Today, the annual revenues from our health and wellness portfolio — brands like Tropicana, Quaker and Naked — are about $13 billion. We believe that will grow to $30 billion by 2020.

This is a company that has been focused on health and wellness for quite some time. This journey accelerated about a decade ago when the company acquired Tropicana, Quaker and Gatorade — three businesses which became the new engine of growth for the company and the foundation of our health and wellness portfolio.

Q: How do you reconcile doing this work in a company that’s also the largest producer of what we think of as less than healthy snack foods?


DY: I can answer that by saying there are two big strategies underway. One is to take many of our products and make sure that the salt, sugar and fat levels are at the lowest possible level and that they meet nutrition criteria, without sacrificing the great taste consumers expect from PepsiCo products.

We’re pretty close to that in many of our products. If you take our Sun Chips, for example, they would do very well on almost every nutrition criteria. Yet because Sun Chips are a classic snack food, and people equate snacks with junk food, many still don’t see how healthy they are.

Our beverage selection offers a full range of zero calorie and small calorie options that are inherently healthy like water, tea and Gatorade products for athletes. Also, the full calorie ones are starting to come down.

This year we’re launching a new soft drink, “Pepsi Next.” I think it’s going to be a revolutionary product that gives consumers real cola taste with 60 percent less sugar.

While we invest in our core brands, we’re also growing other parts of the company in order to build that $30 billion health and wellness portfolio that I mentioned earlier.

For example, we’re expanding our Quaker line and many of our smaller brands. We have a range of healthier pita bread related products, like our hummus brand, Sabra and some of the healthiest low fat and skim milk yogurt-related products in Russia and the Middle East. Over the next few years you’ll see more of these products.

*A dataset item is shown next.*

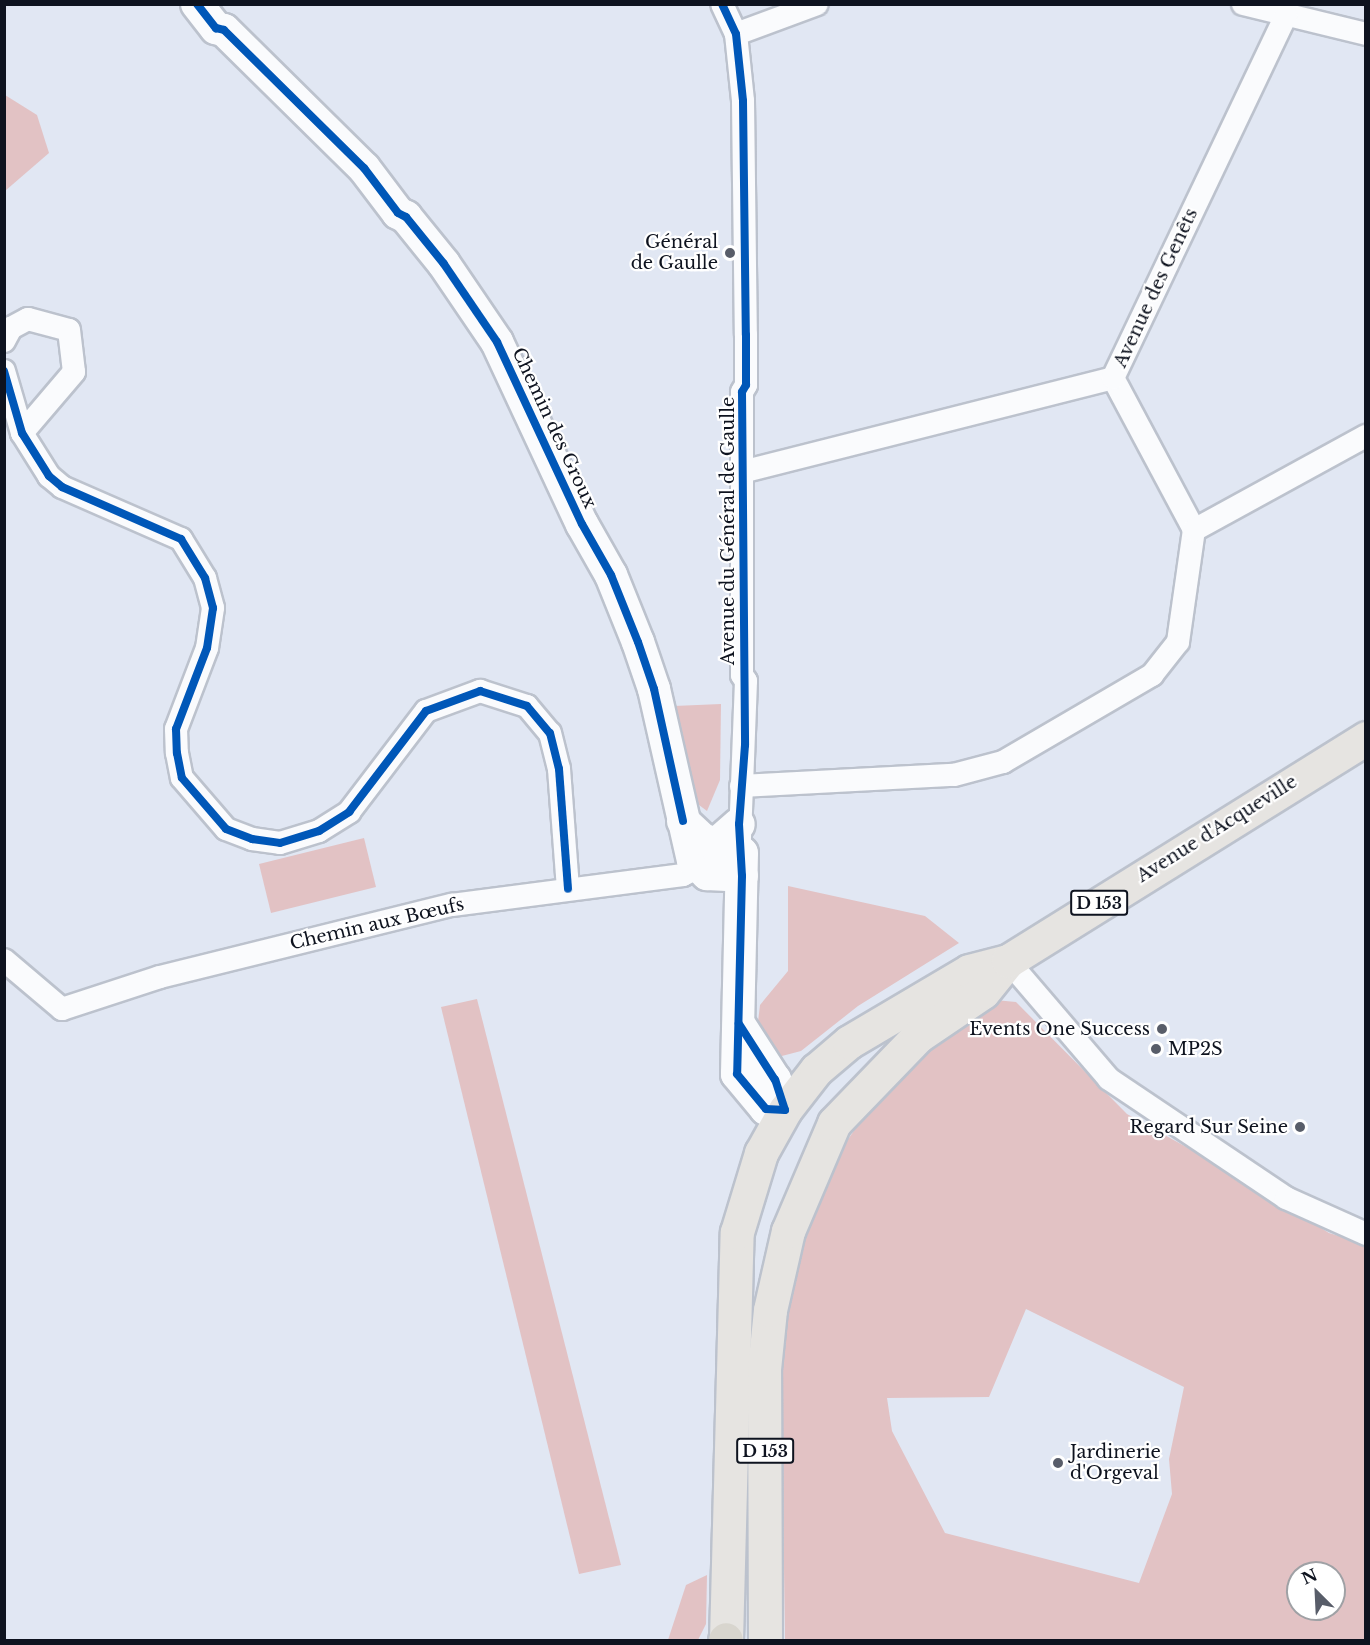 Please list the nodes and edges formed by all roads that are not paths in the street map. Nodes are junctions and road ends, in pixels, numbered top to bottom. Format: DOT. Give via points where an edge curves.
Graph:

Q: You sound enormously hopeful.

DY: Absolutely. If you look at the trends for demanding healthier foods the trend lines are upward in every market in the world. Even in the current economic environment with people turning, in part, to comfort foods, the overall trend toward improving health and nutrition seems to universally be going in the right direction. And the trend lines are echoed by steadily improving life expectancy and steadily declining diseases we thought we would never be able to conquer.

I was in South Africa at the start of the upswing of the AIDS epidemic. The evidence is now that it’s starting to go down. I was very involved in tobacco control and now we’ve seen dramatic decline in tobacco-related mortality like lung cancer. That was unthinkable 15 or 20 years ago. I’ve seen the almost complete collapse of measles and almost complete eradication of polio.

Over the course of my career I’ve seen changes that people thought would be impossible.

I’ve also seen that individual and community action can make a big difference to global health. And as an epidemiologist I’m stimulated by changing the shape of the trend line to make sure as bad things are going up we can slow them down and bring them back down sooner. 

We’re starting to see the peak of obesity in a number of European countries and a slowdown or first indication of reduction in parts of the U.S. I think a decade from now we’ll be looking at a reversal of the diabetes epidemic in many parts of the world and a continued upward trend of people living longer, healthier lives.

For Part 1 of this interview click here.

I find how Yach is looking at health and wellness — from the ground up — almost revolutionary amid the status quo, and his working within this snack foods giant to improve quality of life around the world a mighty stand. While some will say, “How healthy can it be to fortify cookies?” — and while I can hope PepsiCo will spend more of their wellness effort creating more product lines that rely on fresh foods — it would be great to see more companies joining in, as Yach said to me, “to do things that are right for the business and right for society.”